------ Data in this exercise ------
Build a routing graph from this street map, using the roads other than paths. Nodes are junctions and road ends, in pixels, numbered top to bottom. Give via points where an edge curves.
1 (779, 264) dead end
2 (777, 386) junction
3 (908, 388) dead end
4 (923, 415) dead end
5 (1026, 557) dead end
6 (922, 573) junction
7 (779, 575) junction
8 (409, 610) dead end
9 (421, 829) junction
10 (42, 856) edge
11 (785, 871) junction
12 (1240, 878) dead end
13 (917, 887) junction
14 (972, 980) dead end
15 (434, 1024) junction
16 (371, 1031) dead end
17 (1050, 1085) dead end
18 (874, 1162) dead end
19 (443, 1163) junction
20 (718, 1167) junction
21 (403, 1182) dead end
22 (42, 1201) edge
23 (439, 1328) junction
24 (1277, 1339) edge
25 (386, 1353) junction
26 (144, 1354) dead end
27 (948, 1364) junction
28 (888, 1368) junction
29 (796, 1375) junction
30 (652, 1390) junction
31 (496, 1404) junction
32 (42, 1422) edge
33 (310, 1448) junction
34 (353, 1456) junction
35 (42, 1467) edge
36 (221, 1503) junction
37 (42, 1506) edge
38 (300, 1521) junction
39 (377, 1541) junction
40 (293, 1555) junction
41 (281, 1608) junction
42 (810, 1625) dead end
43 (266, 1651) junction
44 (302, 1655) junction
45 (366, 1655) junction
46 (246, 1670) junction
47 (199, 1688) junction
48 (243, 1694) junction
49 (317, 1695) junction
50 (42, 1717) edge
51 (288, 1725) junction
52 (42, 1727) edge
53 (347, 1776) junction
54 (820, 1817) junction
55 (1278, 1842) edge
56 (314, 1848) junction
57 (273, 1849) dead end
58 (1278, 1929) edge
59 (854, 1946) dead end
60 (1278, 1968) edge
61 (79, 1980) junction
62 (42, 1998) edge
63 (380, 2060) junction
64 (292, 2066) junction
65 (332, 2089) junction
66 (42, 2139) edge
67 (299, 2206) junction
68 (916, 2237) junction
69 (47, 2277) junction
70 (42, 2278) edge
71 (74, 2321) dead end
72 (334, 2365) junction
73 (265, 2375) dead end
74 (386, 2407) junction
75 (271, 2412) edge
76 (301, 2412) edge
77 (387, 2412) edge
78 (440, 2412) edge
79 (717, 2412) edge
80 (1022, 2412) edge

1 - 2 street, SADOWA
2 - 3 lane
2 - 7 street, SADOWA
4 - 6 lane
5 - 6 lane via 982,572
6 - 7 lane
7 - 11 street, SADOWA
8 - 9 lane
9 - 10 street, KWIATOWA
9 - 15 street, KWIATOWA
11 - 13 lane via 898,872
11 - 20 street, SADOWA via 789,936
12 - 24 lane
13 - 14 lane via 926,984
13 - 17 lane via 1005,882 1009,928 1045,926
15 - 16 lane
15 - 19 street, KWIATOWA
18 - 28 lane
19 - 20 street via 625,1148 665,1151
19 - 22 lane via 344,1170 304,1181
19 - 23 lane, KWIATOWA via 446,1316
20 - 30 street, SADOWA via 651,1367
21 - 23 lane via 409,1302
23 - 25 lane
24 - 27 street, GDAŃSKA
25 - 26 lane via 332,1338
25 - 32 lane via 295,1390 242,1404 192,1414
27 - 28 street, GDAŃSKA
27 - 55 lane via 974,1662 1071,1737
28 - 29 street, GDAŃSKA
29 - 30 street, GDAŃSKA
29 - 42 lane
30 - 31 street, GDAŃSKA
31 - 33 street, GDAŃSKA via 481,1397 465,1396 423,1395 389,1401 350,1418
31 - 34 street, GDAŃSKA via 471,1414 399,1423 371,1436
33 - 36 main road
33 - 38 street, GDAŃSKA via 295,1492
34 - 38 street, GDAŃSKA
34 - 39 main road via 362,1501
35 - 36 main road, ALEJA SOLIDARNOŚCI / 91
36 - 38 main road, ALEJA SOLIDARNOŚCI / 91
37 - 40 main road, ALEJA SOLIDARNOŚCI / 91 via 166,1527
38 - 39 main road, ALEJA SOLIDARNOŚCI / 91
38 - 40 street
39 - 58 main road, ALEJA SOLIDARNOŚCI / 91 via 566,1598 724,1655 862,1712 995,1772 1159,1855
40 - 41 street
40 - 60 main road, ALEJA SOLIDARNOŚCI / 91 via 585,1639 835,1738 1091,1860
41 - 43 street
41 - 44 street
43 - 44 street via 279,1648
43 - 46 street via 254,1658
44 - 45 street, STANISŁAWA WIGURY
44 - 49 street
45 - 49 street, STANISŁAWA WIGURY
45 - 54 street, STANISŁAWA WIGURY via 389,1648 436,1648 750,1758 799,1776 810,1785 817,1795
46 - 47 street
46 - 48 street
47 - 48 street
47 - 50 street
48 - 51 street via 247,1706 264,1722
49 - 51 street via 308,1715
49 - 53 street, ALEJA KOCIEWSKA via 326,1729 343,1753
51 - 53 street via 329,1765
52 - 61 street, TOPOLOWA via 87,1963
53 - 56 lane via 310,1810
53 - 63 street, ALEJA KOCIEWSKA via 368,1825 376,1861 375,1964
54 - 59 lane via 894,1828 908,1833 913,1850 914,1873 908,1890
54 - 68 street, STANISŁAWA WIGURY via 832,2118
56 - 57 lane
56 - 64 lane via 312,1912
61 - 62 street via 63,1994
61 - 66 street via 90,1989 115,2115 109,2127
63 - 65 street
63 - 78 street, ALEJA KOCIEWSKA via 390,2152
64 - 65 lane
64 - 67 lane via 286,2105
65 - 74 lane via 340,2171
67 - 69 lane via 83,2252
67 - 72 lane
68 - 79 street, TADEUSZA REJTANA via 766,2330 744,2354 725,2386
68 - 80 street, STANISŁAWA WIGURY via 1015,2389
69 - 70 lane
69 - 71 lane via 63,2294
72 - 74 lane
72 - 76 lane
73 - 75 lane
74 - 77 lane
------
- How to complete this task
The entire listing must be repeated without a single change.

- Reply to the task
Build a routing graph from this street map, using the roads other than paths. Nodes are junctions and road ends, in pixels, numbered top to bottom. Give via points where an edge curves.
1 (779, 264) dead end
2 (777, 386) junction
3 (908, 388) dead end
4 (923, 415) dead end
5 (1026, 557) dead end
6 (922, 573) junction
7 (779, 575) junction
8 (409, 610) dead end
9 (421, 829) junction
10 (42, 856) edge
11 (785, 871) junction
12 (1240, 878) dead end
13 (917, 887) junction
14 (972, 980) dead end
15 (434, 1024) junction
16 (371, 1031) dead end
17 (1050, 1085) dead end
18 (874, 1162) dead end
19 (443, 1163) junction
20 (718, 1167) junction
21 (403, 1182) dead end
22 (42, 1201) edge
23 (439, 1328) junction
24 (1277, 1339) edge
25 (386, 1353) junction
26 (144, 1354) dead end
27 (948, 1364) junction
28 (888, 1368) junction
29 (796, 1375) junction
30 (652, 1390) junction
31 (496, 1404) junction
32 (42, 1422) edge
33 (310, 1448) junction
34 (353, 1456) junction
35 (42, 1467) edge
36 (221, 1503) junction
37 (42, 1506) edge
38 (300, 1521) junction
39 (377, 1541) junction
40 (293, 1555) junction
41 (281, 1608) junction
42 (810, 1625) dead end
43 (266, 1651) junction
44 (302, 1655) junction
45 (366, 1655) junction
46 (246, 1670) junction
47 (199, 1688) junction
48 (243, 1694) junction
49 (317, 1695) junction
50 (42, 1717) edge
51 (288, 1725) junction
52 (42, 1727) edge
53 (347, 1776) junction
54 (820, 1817) junction
55 (1278, 1842) edge
56 (314, 1848) junction
57 (273, 1849) dead end
58 (1278, 1929) edge
59 (854, 1946) dead end
60 (1278, 1968) edge
61 (79, 1980) junction
62 (42, 1998) edge
63 (380, 2060) junction
64 (292, 2066) junction
65 (332, 2089) junction
66 (42, 2139) edge
67 (299, 2206) junction
68 (916, 2237) junction
69 (47, 2277) junction
70 (42, 2278) edge
71 (74, 2321) dead end
72 (334, 2365) junction
73 (265, 2375) dead end
74 (386, 2407) junction
75 (271, 2412) edge
76 (301, 2412) edge
77 (387, 2412) edge
78 (440, 2412) edge
79 (717, 2412) edge
80 (1022, 2412) edge

1 - 2 street, SADOWA
2 - 3 lane
2 - 7 street, SADOWA
4 - 6 lane
5 - 6 lane via 982,572
6 - 7 lane
7 - 11 street, SADOWA
8 - 9 lane
9 - 10 street, KWIATOWA
9 - 15 street, KWIATOWA
11 - 13 lane via 898,872
11 - 20 street, SADOWA via 789,936
12 - 24 lane
13 - 14 lane via 926,984
13 - 17 lane via 1005,882 1009,928 1045,926
15 - 16 lane
15 - 19 street, KWIATOWA
18 - 28 lane
19 - 20 street via 625,1148 665,1151
19 - 22 lane via 344,1170 304,1181
19 - 23 lane, KWIATOWA via 446,1316
20 - 30 street, SADOWA via 651,1367
21 - 23 lane via 409,1302
23 - 25 lane
24 - 27 street, GDAŃSKA
25 - 26 lane via 332,1338
25 - 32 lane via 295,1390 242,1404 192,1414
27 - 28 street, GDAŃSKA
27 - 55 lane via 974,1662 1071,1737
28 - 29 street, GDAŃSKA
29 - 30 street, GDAŃSKA
29 - 42 lane
30 - 31 street, GDAŃSKA
31 - 33 street, GDAŃSKA via 481,1397 465,1396 423,1395 389,1401 350,1418
31 - 34 street, GDAŃSKA via 471,1414 399,1423 371,1436
33 - 36 main road
33 - 38 street, GDAŃSKA via 295,1492
34 - 38 street, GDAŃSKA
34 - 39 main road via 362,1501
35 - 36 main road, ALEJA SOLIDARNOŚCI / 91
36 - 38 main road, ALEJA SOLIDARNOŚCI / 91
37 - 40 main road, ALEJA SOLIDARNOŚCI / 91 via 166,1527
38 - 39 main road, ALEJA SOLIDARNOŚCI / 91
38 - 40 street
39 - 58 main road, ALEJA SOLIDARNOŚCI / 91 via 566,1598 724,1655 862,1712 995,1772 1159,1855
40 - 41 street
40 - 60 main road, ALEJA SOLIDARNOŚCI / 91 via 585,1639 835,1738 1091,1860
41 - 43 street
41 - 44 street
43 - 44 street via 279,1648
43 - 46 street via 254,1658
44 - 45 street, STANISŁAWA WIGURY
44 - 49 street
45 - 49 street, STANISŁAWA WIGURY
45 - 54 street, STANISŁAWA WIGURY via 389,1648 436,1648 750,1758 799,1776 810,1785 817,1795
46 - 47 street
46 - 48 street
47 - 48 street
47 - 50 street
48 - 51 street via 247,1706 264,1722
49 - 51 street via 308,1715
49 - 53 street, ALEJA KOCIEWSKA via 326,1729 343,1753
51 - 53 street via 329,1765
52 - 61 street, TOPOLOWA via 87,1963
53 - 56 lane via 310,1810
53 - 63 street, ALEJA KOCIEWSKA via 368,1825 376,1861 375,1964
54 - 59 lane via 894,1828 908,1833 913,1850 914,1873 908,1890
54 - 68 street, STANISŁAWA WIGURY via 832,2118
56 - 57 lane
56 - 64 lane via 312,1912
61 - 62 street via 63,1994
61 - 66 street via 90,1989 115,2115 109,2127
63 - 65 street
63 - 78 street, ALEJA KOCIEWSKA via 390,2152
64 - 65 lane
64 - 67 lane via 286,2105
65 - 74 lane via 340,2171
67 - 69 lane via 83,2252
67 - 72 lane
68 - 79 street, TADEUSZA REJTANA via 766,2330 744,2354 725,2386
68 - 80 street, STANISŁAWA WIGURY via 1015,2389
69 - 70 lane
69 - 71 lane via 63,2294
72 - 74 lane
72 - 76 lane
73 - 75 lane
74 - 77 lane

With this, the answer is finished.